Controls were women without a previous history of breast cancer recruited in the general population of each study area. They were selected by phone and were frequency-matched to the cases by 10-year age group. To avoid selection bias that could arise from differential participation rates across categories of socioeconomic status (SES), we obtained a control group with a distribution by SES category similar to the general population, by using predefined numbers of controls by SES calculated from the census data. To recruit the controls, phone numbers of private homes were selected at random from the telephone directory completed beforehand with unlisted numbers. Phone numbers were dialed up to 15 times at different times of the day and different days of the week until contact could be established with the residents. When a woman was living in the residence reached by phone, she was invited to participate to the study, as long as the predefined number of controls in her age and SES stratum was not complete. When this number was exceeded, the woman was excluded. To obtain the desired number of controls within the limits of age and SES categories, approximately 30,000 phone numbers were dialed for identifying 1,731 eligible controls. Among 1731 controls identified by telephone fulfilling eligibility criteria, 260 declined participation and 154 could not be re-contacted for an in-person interview, leaving 1317 women available for the study (participation 76.1 %).

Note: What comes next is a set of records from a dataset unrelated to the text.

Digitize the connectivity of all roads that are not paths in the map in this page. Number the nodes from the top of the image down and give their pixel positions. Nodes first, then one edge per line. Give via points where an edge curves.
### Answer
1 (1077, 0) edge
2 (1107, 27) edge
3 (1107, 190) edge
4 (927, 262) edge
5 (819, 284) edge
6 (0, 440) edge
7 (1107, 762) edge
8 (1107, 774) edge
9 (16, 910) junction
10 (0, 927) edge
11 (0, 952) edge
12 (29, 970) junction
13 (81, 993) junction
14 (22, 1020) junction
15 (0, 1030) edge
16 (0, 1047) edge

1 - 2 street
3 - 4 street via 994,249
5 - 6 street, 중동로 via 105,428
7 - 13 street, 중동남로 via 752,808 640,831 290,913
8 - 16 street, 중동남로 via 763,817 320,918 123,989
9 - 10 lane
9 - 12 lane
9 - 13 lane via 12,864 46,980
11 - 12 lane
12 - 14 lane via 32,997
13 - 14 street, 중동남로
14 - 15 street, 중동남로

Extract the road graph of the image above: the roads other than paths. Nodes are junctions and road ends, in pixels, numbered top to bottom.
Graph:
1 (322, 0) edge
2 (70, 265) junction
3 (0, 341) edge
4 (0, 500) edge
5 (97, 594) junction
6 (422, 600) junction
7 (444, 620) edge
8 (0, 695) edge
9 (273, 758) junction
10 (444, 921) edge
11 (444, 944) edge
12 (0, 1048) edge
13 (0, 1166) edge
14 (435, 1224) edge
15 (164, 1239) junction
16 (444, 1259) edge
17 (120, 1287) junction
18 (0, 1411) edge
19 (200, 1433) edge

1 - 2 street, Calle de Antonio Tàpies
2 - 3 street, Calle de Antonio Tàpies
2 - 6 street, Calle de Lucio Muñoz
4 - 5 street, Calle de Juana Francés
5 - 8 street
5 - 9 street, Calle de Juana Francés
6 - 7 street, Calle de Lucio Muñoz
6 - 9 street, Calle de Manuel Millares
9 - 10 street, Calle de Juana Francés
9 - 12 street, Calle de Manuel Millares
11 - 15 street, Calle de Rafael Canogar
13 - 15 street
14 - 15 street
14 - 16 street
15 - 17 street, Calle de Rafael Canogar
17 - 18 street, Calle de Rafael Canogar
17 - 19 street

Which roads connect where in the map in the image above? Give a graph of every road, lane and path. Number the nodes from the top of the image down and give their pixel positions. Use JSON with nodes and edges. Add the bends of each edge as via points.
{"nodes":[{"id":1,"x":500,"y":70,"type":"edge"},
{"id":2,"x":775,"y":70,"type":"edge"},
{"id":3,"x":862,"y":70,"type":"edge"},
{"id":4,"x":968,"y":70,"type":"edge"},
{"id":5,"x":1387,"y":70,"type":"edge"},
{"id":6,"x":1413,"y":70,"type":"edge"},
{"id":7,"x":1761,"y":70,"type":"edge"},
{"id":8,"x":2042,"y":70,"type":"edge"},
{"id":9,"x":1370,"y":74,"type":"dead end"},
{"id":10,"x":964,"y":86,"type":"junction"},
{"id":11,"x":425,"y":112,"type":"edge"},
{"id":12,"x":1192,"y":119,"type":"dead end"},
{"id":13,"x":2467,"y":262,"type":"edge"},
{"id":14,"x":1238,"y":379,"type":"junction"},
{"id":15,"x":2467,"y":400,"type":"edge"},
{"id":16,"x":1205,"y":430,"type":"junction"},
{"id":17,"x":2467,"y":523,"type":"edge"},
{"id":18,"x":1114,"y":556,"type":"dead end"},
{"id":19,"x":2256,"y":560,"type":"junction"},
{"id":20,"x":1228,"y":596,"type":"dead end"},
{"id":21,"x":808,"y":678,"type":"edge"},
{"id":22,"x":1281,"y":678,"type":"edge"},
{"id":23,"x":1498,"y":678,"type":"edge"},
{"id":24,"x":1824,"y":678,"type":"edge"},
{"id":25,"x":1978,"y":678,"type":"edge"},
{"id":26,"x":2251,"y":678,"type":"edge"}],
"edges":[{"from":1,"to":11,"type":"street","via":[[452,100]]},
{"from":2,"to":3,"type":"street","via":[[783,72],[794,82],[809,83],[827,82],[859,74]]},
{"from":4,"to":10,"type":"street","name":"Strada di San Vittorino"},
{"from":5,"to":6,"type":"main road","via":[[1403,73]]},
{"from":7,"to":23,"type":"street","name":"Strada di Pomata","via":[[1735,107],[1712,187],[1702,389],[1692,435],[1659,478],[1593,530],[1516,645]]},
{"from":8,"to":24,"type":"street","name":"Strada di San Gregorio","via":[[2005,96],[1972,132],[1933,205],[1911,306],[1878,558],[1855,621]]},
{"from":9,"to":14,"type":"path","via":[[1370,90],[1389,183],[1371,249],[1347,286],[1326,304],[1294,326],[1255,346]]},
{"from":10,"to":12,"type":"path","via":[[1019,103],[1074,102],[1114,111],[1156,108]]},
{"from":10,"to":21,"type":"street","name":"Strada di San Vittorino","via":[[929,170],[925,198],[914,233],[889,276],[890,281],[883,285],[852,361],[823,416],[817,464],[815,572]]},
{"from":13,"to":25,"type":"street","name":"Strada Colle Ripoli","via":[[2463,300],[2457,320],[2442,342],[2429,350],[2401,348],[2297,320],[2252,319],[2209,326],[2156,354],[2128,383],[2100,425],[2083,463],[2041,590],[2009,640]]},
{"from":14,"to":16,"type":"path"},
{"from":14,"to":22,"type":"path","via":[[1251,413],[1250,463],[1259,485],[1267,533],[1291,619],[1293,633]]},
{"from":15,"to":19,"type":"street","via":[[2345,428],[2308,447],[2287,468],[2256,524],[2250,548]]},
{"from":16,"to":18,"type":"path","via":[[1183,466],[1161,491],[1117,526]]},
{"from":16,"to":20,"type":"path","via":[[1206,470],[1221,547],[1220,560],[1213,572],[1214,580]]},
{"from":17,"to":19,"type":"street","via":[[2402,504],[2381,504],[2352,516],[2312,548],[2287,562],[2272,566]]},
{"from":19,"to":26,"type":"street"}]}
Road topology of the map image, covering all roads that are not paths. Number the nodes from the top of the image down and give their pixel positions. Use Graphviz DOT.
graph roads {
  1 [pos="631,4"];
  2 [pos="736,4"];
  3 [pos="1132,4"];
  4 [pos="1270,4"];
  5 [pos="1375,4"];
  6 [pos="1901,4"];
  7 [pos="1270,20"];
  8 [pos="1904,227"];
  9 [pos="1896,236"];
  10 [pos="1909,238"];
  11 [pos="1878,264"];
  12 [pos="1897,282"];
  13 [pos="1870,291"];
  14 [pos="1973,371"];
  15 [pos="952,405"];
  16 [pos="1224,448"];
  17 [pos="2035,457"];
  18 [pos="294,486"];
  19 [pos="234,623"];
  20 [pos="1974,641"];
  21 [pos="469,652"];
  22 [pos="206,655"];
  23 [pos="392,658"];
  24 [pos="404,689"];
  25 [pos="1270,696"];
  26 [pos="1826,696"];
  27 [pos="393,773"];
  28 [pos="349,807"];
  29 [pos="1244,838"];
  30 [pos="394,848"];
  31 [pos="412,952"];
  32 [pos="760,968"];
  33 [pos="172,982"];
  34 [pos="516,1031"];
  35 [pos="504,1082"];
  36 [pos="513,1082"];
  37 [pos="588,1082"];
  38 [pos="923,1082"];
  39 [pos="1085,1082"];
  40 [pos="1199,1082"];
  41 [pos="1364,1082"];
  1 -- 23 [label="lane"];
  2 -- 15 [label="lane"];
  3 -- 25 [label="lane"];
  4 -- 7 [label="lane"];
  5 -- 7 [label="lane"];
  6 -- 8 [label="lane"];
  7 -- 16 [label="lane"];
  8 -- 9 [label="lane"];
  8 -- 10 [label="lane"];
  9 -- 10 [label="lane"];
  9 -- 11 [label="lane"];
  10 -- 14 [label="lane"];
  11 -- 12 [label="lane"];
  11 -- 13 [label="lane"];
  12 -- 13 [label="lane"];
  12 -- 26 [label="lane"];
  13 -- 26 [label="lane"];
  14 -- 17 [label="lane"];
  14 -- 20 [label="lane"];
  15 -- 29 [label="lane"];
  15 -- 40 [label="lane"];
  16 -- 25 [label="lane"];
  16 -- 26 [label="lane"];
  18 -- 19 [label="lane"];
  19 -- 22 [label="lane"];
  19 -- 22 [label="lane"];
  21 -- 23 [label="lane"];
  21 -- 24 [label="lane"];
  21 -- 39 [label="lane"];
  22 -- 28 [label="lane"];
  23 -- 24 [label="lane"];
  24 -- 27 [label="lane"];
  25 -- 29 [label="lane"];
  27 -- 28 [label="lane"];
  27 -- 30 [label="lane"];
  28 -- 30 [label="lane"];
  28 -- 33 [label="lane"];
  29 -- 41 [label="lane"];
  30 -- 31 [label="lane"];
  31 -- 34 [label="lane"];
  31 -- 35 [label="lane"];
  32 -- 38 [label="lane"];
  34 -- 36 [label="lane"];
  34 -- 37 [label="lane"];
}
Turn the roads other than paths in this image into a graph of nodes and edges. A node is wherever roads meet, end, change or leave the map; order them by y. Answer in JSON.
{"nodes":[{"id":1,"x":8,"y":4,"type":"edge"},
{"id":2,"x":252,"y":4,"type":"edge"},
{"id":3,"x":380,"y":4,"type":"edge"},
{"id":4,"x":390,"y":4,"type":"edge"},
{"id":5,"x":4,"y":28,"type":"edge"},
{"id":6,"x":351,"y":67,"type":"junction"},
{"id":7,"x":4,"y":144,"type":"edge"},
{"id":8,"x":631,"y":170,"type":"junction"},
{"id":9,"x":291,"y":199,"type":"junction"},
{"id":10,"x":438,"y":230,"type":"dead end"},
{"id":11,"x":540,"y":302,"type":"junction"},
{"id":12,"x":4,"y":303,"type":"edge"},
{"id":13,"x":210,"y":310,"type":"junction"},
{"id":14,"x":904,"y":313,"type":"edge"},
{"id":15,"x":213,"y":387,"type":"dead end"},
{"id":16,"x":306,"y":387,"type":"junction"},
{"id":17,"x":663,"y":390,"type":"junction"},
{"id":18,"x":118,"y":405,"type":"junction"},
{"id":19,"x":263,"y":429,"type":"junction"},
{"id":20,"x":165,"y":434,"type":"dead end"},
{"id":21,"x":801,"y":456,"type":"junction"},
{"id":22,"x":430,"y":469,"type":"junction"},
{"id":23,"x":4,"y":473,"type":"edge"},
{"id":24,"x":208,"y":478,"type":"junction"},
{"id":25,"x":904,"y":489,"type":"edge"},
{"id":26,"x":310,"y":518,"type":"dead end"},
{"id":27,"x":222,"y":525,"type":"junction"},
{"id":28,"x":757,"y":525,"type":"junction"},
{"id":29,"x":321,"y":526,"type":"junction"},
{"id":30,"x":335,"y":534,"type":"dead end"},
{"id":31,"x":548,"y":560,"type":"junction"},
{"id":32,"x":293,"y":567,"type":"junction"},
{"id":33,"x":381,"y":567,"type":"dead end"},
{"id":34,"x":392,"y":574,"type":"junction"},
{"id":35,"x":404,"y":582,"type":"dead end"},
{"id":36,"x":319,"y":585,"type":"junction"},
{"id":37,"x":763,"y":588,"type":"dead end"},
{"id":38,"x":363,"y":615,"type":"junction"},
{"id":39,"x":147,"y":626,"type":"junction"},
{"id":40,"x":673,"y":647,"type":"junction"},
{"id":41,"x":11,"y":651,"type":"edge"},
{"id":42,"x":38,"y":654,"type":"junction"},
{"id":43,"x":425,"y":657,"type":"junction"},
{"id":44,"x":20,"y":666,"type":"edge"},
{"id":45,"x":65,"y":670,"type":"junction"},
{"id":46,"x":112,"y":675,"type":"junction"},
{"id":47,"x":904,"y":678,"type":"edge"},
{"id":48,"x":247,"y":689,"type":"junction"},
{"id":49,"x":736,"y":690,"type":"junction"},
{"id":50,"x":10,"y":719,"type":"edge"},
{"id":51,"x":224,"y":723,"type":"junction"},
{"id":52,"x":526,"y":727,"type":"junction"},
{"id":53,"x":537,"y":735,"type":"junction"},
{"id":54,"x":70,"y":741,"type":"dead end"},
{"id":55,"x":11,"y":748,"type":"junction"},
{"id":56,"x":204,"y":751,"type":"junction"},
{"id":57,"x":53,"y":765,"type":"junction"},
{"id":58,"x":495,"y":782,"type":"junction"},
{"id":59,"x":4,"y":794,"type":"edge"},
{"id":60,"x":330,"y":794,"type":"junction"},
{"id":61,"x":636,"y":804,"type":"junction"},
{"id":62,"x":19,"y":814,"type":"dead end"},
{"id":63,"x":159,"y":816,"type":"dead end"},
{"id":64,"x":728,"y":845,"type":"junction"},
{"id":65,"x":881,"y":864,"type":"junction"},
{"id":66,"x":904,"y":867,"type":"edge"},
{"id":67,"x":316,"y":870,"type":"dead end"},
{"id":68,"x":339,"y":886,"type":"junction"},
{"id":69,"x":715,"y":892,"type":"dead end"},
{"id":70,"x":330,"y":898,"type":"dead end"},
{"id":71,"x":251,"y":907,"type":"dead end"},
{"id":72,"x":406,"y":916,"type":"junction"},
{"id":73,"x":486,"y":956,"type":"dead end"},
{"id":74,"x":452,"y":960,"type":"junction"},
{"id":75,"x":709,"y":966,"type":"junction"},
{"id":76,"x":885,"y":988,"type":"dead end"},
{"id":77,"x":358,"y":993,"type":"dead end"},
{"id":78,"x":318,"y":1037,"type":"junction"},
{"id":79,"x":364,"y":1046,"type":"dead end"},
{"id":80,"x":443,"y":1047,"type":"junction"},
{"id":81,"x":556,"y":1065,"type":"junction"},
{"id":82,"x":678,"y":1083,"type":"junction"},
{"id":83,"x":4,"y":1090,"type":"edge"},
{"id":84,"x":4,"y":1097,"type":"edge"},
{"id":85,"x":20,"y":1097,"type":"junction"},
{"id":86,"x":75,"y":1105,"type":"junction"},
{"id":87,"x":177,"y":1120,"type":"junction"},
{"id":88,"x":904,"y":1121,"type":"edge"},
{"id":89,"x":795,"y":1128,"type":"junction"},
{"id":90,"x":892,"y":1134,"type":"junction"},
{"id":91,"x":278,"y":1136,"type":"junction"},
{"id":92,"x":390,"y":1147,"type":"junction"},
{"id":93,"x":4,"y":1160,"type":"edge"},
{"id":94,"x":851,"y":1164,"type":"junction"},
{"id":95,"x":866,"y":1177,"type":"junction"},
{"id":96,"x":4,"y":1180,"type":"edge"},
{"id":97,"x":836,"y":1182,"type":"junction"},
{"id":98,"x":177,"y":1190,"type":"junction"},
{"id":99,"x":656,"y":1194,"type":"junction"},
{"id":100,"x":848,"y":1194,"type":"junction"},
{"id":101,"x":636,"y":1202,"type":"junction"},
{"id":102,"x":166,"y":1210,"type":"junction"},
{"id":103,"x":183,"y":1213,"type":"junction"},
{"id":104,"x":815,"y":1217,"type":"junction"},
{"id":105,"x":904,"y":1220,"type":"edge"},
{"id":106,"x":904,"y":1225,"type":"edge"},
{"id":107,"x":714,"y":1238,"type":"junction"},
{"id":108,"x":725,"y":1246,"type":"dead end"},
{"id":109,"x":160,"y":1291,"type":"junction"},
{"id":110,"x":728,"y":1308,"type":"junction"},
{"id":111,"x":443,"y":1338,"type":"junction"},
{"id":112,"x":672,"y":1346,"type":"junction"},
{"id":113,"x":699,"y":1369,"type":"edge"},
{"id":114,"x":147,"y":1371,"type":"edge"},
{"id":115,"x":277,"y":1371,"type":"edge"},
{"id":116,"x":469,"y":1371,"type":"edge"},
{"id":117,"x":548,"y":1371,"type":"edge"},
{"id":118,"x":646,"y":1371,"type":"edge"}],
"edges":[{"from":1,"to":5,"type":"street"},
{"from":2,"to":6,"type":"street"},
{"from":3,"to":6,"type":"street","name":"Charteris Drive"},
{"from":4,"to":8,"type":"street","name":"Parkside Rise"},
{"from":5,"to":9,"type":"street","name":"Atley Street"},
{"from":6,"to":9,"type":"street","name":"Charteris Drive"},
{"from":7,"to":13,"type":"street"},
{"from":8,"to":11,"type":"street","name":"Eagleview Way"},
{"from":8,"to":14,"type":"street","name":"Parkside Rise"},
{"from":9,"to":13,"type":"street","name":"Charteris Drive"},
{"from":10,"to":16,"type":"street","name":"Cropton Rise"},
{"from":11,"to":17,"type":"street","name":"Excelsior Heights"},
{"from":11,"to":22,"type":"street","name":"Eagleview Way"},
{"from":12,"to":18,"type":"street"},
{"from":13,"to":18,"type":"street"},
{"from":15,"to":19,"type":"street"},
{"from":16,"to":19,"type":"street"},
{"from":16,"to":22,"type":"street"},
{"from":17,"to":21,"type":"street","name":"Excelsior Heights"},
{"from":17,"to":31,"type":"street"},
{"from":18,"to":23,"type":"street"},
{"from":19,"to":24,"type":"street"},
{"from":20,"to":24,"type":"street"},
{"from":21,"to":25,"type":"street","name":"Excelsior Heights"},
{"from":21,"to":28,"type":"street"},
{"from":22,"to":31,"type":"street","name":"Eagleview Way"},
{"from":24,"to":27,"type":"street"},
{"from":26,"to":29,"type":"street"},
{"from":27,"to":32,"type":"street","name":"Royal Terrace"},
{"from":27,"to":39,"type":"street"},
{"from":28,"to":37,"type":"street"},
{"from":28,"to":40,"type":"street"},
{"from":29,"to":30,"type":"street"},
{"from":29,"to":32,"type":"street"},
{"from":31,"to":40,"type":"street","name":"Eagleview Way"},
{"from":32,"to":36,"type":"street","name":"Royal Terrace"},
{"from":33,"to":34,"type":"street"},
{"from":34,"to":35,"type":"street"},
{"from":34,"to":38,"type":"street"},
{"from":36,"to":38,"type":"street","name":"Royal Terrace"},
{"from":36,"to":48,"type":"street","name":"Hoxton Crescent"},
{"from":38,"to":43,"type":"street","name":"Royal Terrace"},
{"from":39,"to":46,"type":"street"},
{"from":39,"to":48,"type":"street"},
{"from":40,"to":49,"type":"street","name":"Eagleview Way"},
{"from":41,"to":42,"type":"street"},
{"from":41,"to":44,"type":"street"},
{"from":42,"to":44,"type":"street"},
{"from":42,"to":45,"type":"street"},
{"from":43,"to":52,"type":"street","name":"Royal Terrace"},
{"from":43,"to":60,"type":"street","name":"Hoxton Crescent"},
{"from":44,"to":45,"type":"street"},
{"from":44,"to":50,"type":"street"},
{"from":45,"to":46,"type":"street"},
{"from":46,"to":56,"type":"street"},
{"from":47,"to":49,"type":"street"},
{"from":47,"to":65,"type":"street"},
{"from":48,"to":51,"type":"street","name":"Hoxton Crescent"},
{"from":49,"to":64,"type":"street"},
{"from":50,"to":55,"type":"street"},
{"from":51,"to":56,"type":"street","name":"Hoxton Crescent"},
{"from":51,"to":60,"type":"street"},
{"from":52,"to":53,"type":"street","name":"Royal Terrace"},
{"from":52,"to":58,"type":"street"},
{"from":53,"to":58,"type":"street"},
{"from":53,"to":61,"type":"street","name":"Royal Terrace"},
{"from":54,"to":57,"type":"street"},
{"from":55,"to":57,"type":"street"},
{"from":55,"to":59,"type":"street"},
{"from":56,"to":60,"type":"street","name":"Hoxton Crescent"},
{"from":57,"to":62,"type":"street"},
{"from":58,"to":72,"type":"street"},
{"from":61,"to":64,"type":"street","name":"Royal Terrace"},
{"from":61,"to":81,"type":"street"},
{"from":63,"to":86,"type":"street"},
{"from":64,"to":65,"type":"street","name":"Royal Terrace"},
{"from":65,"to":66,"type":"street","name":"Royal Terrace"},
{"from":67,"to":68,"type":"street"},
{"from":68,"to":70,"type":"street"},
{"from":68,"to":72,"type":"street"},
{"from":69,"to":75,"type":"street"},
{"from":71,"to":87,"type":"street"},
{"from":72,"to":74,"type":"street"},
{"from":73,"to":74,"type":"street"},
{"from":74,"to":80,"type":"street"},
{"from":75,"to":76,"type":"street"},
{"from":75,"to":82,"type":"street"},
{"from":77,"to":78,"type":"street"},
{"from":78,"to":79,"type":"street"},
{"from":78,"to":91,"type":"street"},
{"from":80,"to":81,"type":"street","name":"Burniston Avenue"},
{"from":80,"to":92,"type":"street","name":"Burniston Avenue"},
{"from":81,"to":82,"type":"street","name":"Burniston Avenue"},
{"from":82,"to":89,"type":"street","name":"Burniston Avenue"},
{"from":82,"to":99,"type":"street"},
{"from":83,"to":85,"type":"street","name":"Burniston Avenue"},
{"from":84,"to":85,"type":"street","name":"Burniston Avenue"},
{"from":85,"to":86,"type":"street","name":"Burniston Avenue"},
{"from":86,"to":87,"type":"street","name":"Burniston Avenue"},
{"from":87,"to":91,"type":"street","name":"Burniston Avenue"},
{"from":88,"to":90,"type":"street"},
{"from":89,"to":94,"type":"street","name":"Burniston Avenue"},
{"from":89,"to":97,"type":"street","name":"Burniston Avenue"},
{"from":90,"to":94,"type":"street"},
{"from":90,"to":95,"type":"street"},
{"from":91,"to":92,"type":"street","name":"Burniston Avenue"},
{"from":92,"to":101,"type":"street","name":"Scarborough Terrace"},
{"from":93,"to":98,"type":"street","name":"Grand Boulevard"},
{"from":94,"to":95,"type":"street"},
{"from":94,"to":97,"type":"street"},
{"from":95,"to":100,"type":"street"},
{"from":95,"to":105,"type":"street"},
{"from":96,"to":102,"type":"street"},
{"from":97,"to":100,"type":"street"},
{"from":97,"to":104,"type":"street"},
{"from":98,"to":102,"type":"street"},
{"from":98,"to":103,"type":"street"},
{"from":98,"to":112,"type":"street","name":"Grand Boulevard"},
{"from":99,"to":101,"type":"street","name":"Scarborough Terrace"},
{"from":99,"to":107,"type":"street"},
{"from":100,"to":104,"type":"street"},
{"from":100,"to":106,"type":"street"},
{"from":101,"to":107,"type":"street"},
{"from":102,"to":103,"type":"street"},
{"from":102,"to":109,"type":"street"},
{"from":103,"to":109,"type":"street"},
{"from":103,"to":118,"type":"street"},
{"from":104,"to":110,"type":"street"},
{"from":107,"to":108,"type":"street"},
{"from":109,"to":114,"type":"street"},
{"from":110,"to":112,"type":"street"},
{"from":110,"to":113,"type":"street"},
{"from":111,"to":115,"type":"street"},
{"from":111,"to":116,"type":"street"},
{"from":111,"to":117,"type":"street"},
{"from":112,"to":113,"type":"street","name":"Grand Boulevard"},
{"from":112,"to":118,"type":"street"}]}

The study was approved by the French Ethic Committee (CCPPRB Kremlin-Bicêtre, Jan 2005), the National Data Protection Agency (Dec 2004) and the Advisory Committee on the Treatment of Health Research Information (Apr 2004). All participants signed informed consent.
Selection of study subjects
Only postmenopausal women were included in the analysis. Women were considered postmenopausal if they had not menstruated for twelve or more months (natural menopause, n = 936), if they had had bilateral oophorectomy (artificial menopause, n = 93), or if they had used MHT (Menopausal Hormone Therapy) before natural cessation of menstruation (n = 352). Women with unknown menopausal status (n = 199) (hysterectomy before cessation of menstruations or unknown date of last menstruation), were considered postmenopausal if they were aged 50 or more years, the median age at menopause in women with natural menopause (n = 174). Women with unknown menopausal status below 50 years old were excluded from the analysis (n = 25). One woman reporting aberrant low weight was excluded from the analysis. In total, the analysis included 1554 postmenopausal women (739 cases and 815 controls).
Data collection
Data pertaining to study subjects were obtained from a structured questionnaire during in-person interviews conducted by trained interviewers. We defined a reference date for each study subject, which was the date of diagnosis for the cases and the date of selection for the controls. The age at reference date will be referred to below as current age. Only events that occurred before that date were considered in the analyses. We elicited information on socio-demographic characteristics, history of previous diseases, family history of cancer, history of menstruations, use of oral contraceptives, infertility, reproductive history, residential and occupational history, lifetime consumption of alcohol and tobacco, recreational activities, and dietary habits.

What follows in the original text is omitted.